Unnamed: 0,id,b,c,v,t
0,5001001,5,1,1,These are the words which Moses said to all Is...
1,5001002,5,1,2,It is eleven days' journey from Horeb by the w...
2,5001003,5,1,3,"Now in the fortieth year, on the first day of ..."
3,5001004,5,1,4,"After he had overcome Sihon, king of the Amori..."
4,5001005,5,1,5,"On the far side of Jordan in the land of Moab,..."


### Basic counts

We already know that there are sixty-six books in the Bible, but I'll run some code to confirm. I will then find out how many chapters and verses are in the Bible. I will also find out how many words are in this particular version of the Bible. This obviously changes by version.

In [16]:
pd.read_sql('select count(distinct(b)) as books from bible_bbe', conn)

Unnamed: 0,books
0,66


There are 66 books,

In [32]:
pd.read_sql('select count(c) as chapters from (select distinct(b), c from bible_bbe)', conn)

Unnamed: 0,chapters
0,1189


1,189 chapters, 

In [33]:
pd.read_sql('select count(v) as verses from bible_bbe', conn)

Unnamed: 0,verses
0,31103


And 31,103 verses in th Bible in Basic English.

Getting a word count is a little more complex. This site was helpful: https://www.geeksforgeeks.org/python-program-to-count-words-in-a-sentence

In [34]:
l = []

for index, row in bible.iterrows():
   value = len(row['t'].split())
   l.append(value)

print('There are', sum(l), 'words in this translation.')

There are 840357 words in this translation.

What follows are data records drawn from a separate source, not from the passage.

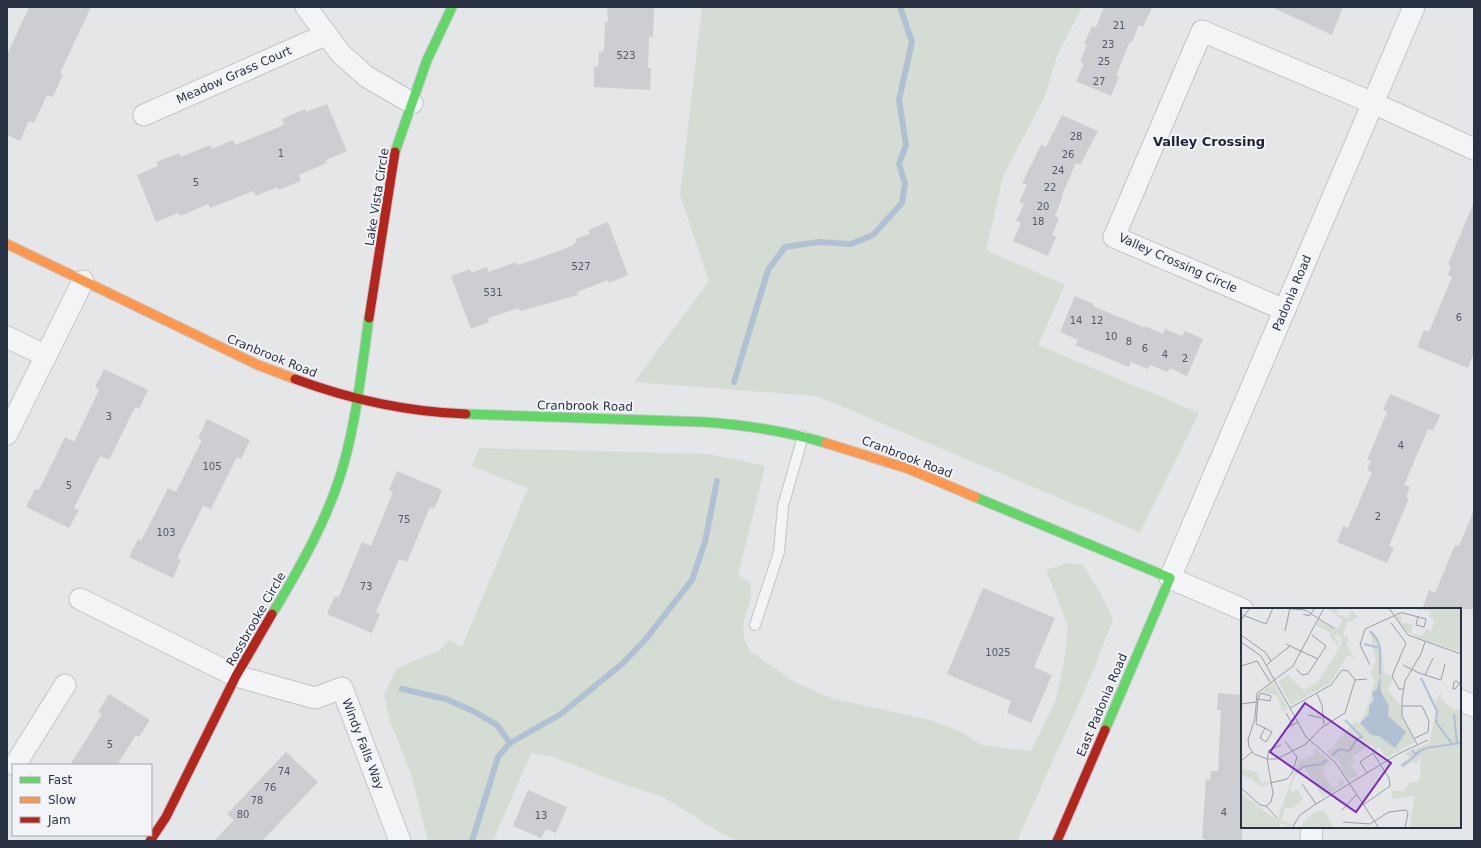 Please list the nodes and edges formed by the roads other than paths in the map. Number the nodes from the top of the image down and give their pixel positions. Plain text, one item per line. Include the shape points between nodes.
1 (306, 7) edge
2 (452, 7) edge
3 (1414, 7) edge
4 (325, 35) junction
5 (412, 103) junction
6 (1372, 103) junction
7 (144, 115) dead end
8 (1474, 149) edge
9 (7, 244) edge
10 (83, 281) junction
11 (1285, 310) junction
12 (7, 337) edge
13 (46, 356) junction
14 (357, 399) junction
15 (7, 434) edge
16 (803, 436) junction
17 (1170, 578) junction
18 (80, 599) dead end
19 (1241, 609) edge
20 (755, 625) dead end
21 (236, 676) junction
22 (65, 685) dead end
23 (1461, 700) edge
24 (1474, 706) edge
25 (16, 764) edge
26 (1312, 828) edge
27 (150, 841) edge
28 (400, 841) edge
29 (1056, 841) edge
30 (1311, 841) edge

1 - 4 street
2 - 5 street, Lake Vista Circle via 427,60
3 - 6 street, Padonia Road
4 - 5 street via 341,54 367,77
4 - 7 street, Meadow Grass Court
5 - 14 street, Lake Vista Circle via 394,152
6 - 8 street
6 - 11 street, Padonia Road
6 - 11 street, Valley Crossing Circle via 1202,31 1114,237
9 - 10 street, Cranbrook Road
10 - 13 street
10 - 14 street, Cranbrook Road via 258,365
11 - 17 street, Padonia Road
12 - 13 street
13 - 15 street
14 - 16 street, Cranbrook Road via 448,413 704,422 742,425
14 - 21 street, Rossbrooke Circle via 344,463 326,514 303,562
16 - 17 street, Cranbrook Road via 909,469
16 - 20 lane via 783,506 779,552
17 - 19 street
17 - 29 street, East Padonia Road
18 - 21 street, Windy Falls Way
21 - 27 street, Rossbrooke Circle via 166,817
21 - 28 street, Windy Falls Way via 315,698 342,688
22 - 25 street
23 - 24 street
26 - 30 street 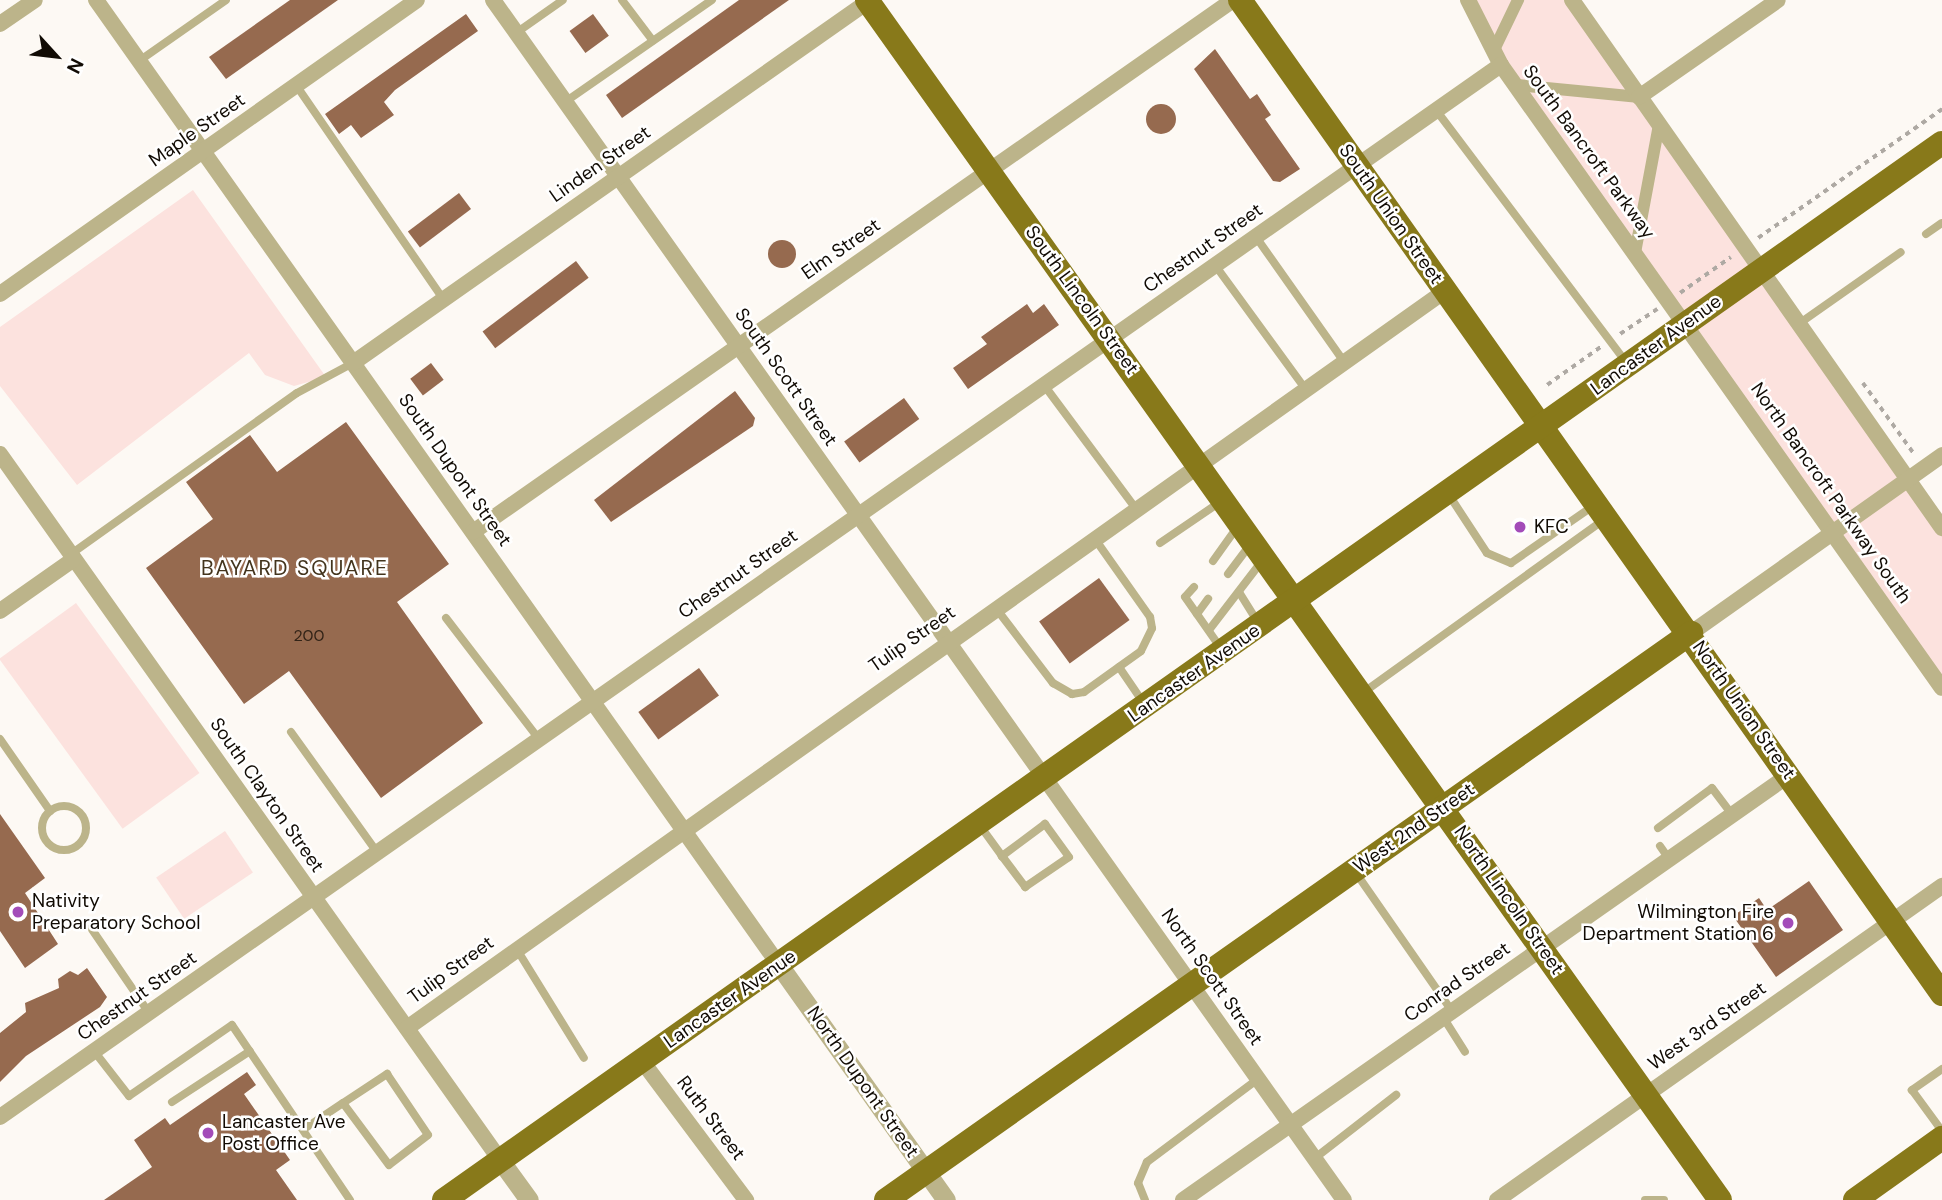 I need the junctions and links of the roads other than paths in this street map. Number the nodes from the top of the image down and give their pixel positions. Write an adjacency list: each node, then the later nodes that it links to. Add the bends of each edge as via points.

My next question is, how long would it take the average person to read the Bible all the way through? Everyone reads at a different pace, but this site tells us that the average person can read 300 words a minute: #   https://www.google.com/search?q=how+many+words+can+the+average+person+read+per+minute&rlz=1C1CHBF_enUS855US855&oq=how+many+words+can+the+average+per&aqs=chrome.0.0j69i57j0l6.8896j0j7&sourceid=chrome&ie=UTF-8

If we divide 840357 by 300, this should tell us how many minutes it would take an average person to read the Bible.

In [35]:
840357/300

2801.19

In [36]:
print('Which is', 840357/18000, 'hours')

Which is 46.6865 hours


This is roughly 46 hours and 40 minutes. This site (http://www.euxton.com/bible.htm) says that it takes 70 hours and 40 minutes to read the Bible at "pulpet rate." I assume this is much slower than the average person can read to themselves.

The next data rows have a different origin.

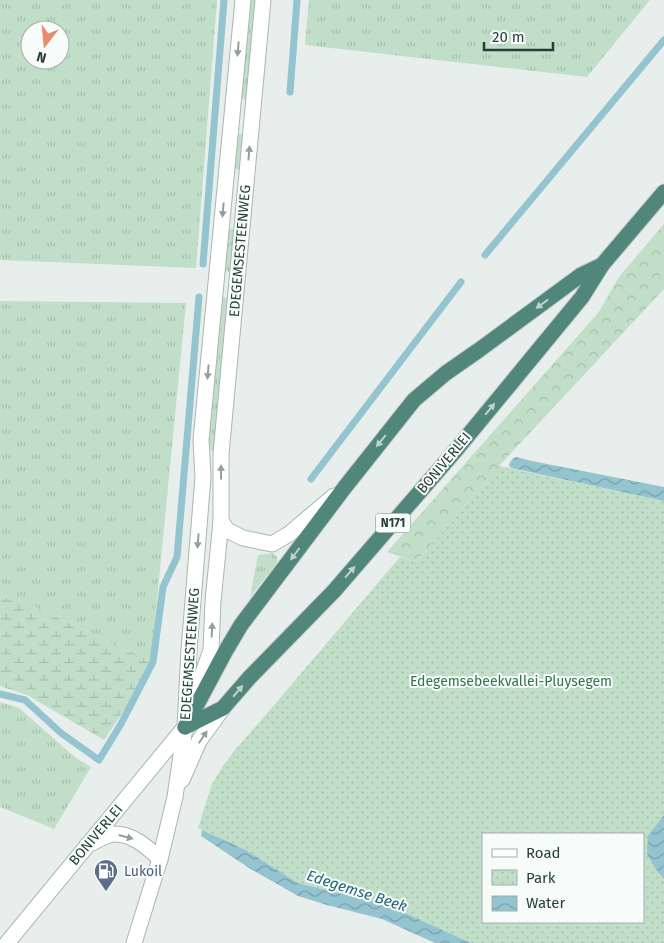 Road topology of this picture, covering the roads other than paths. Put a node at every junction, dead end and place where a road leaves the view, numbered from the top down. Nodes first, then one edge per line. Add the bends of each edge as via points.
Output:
1 (243, 0) edge
2 (263, 0) edge
3 (664, 192) edge
4 (602, 265) junction
5 (345, 487) junction
6 (221, 521) junction
7 (223, 708) junction
8 (185, 727) junction
9 (175, 797) junction
10 (87, 845) junction
11 (160, 859) junction
12 (7, 943) edge
13 (134, 943) edge

1 -> 8 street, EDEGEMSESTEENWEG via 201,440 203,477
6 -> 2 street, EDEGEMSESTEENWEG via 221,454
3 - 4 highway, BONIVERLEI / N171
4 -> 5 highway, BONIVERLEI / N171 via 581,275 414,400
7 -> 4 highway, BONIVERLEI / N171 via 334,591 456,450 582,297
5 - 6 street, BONIVERLEI via 289,534 272,544 243,538 227,530
5 -> 8 highway, BONIVERLEI / N171 via 241,625
8 -> 6 street, EDEGEMSESTEENWEG via 211,650
7 - 8 highway, BONIVERLEI / N171
9 -> 7 street via 199,741
8 - 9 street
8 - 10 street, BONIVERLEI / N171
9 - 11 street
10 -> 11 street via 112,834 130,836
10 - 12 street, BONIVERLEI / N171
11 - 13 street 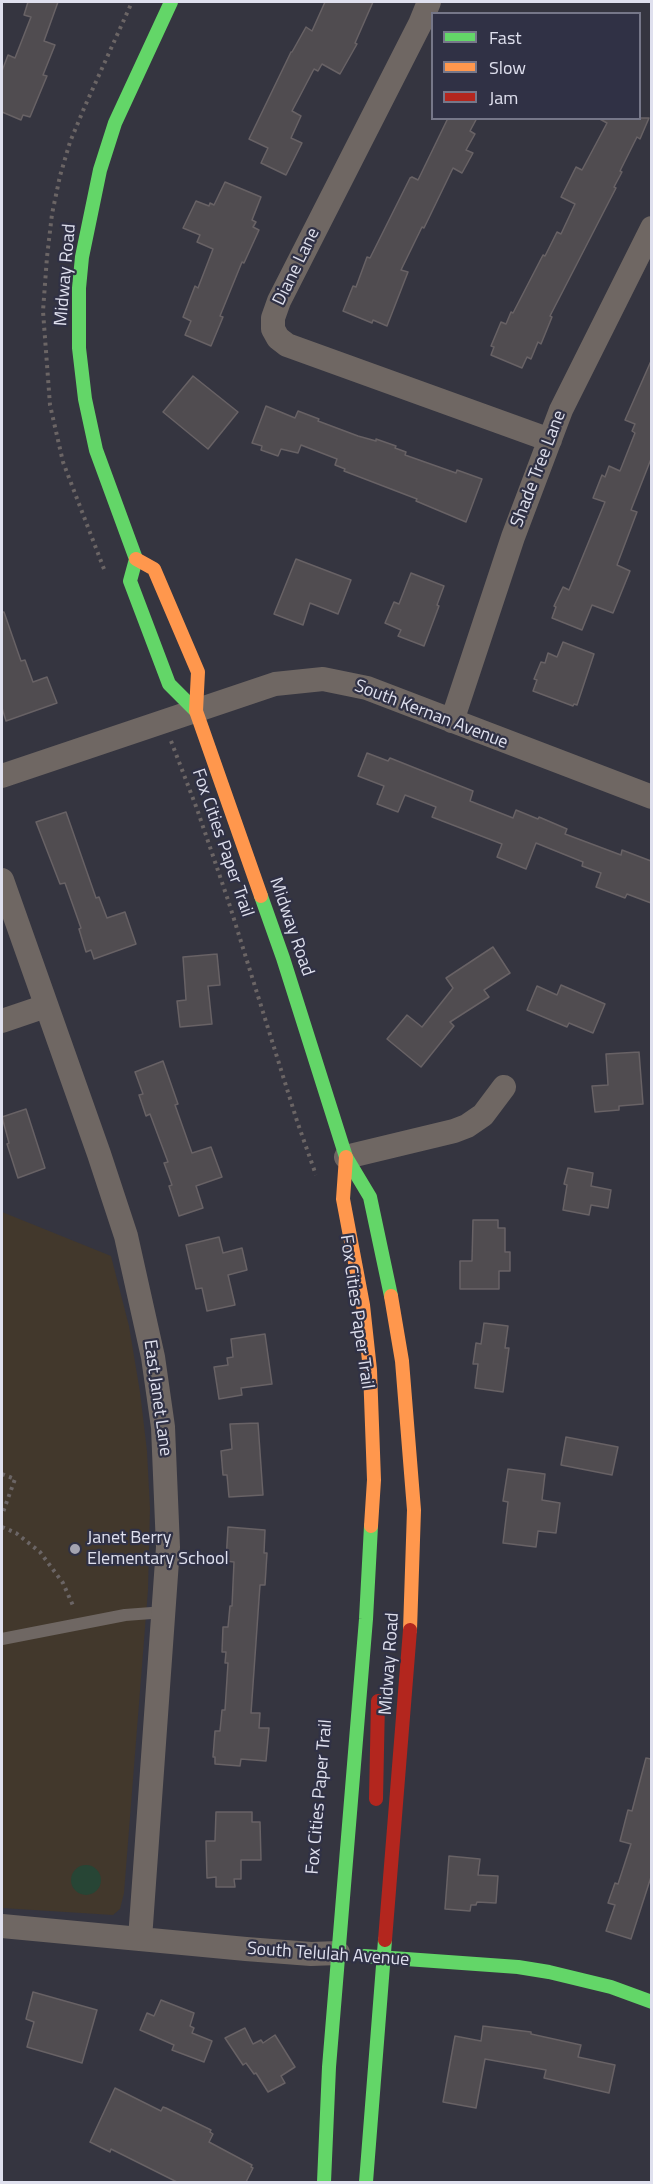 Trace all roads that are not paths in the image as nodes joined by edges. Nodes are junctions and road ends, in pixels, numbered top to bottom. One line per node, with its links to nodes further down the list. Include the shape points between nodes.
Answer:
1 (171, 2): 5 (main road, Midway Road, via 116,123 100,170 86,228 79,288 81,372 90,424)
2 (429, 2): 4 (street, Diane Lane, via 279,301 273,329 287,345)
3 (651, 228): 4 (street, Shade Tree Lane)
4 (550, 440): 7 (street, Shade Tree Lane)
5 (136, 559): 6 (main road, Midway Road, via 130,581 169,684); 6 (main road, Midway Road, via 154,569 198,672)
6 (196, 711): 7 (street, South Kernan Avenue, via 275,684 323,679 367,688); 8 (street, South Kernan Avenue); 14 (main road, Midway Road, via 283,958)
7 (452, 721): 9 (street, South Kernan Avenue)
8 (2, 776)
9 (651, 797)
10 (2, 880): 11 (street, East Janet Lane)
11 (46, 1006): 12 (street); 17 (street, East Janet Lane, via 126,1236 153,1357 167,1484)
12 (2, 1021)
13 (504, 1087): 14 (street, via 483,1115 467,1126)
14 (346, 1157): 15 (main road, Midway Road, via 370,1197 385,1263 402,1361); 16 (main road, Midway Road, via 343,1199 363,1305)
15 (412, 1467): 16 (main road); 27 (main road, Midway Road, via 412,1610)
16 (383, 1468): 18 (main road, Midway Road, via 372,1524)
17 (165, 1612): 19 (lane, via 125,1615); 25 (street, East Janet Lane)
18 (366, 1618): 20 (main road); 26 (main road, Midway Road)
19 (2, 1639)
20 (375, 1665)
21 (378, 1688): 22 (main road)
22 (375, 1810)
23 (2, 1926): 25 (street, South Telulah Avenue)
24 (371, 1928): 27 (main road)
25 (140, 1939): 26 (street, South Telulah Avenue)
26 (338, 1953): 27 (main road, South Telulah Avenue); 28 (main road); 30 (main road, Midway Road)
27 (384, 1959): 29 (main road, South Telulah Avenue, via 518,1967 611,1987); 31 (main road, Midway Road)
28 (351, 1979)
29 (651, 2002)
30 (324, 2182)
31 (366, 2182)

Next, how many words are in each book of the Bible, what proportion does each book account for, and how long would each book take an average person to read?

In [37]:
b = []
words = []
chapter = []

for i in bible.b.unique():
    value = i
    b.append(value)
    
    book = []
    
    for index, row in bible[bible.b == i].iterrows():
        value2 = len(row['t'].split())
        book.append(value2)
        
    words.append(sum(book))
    chapter.append(bible[bible.b==i].c.nunique())

In [38]:
books = pd.DataFrame()

books['b'] = b
books['c'] = chapter
books['words'] = words
books['proportion'] = books.words/sum(books.words)
books['minutes'] = books.words/250
books['hours'] = books.minutes/60

In [39]:
books.head()

Unnamed: 0,b,c,words,proportion,minutes,hours
0,1,50,38244,0.045509,152.976,2.5496
1,2,40,32329,0.038471,129.316,2.155267
2,3,27,24939,0.029677,99.756,1.6626
3,4,36,32357,0.038504,129.428,2.157133
4,5,34,29250,0.034807,117.0,1.95


This seems like a good time to store this dataframe as a SQL table.

In [55]:
books.to_sql('books', conn, if_exists='replace', index=False)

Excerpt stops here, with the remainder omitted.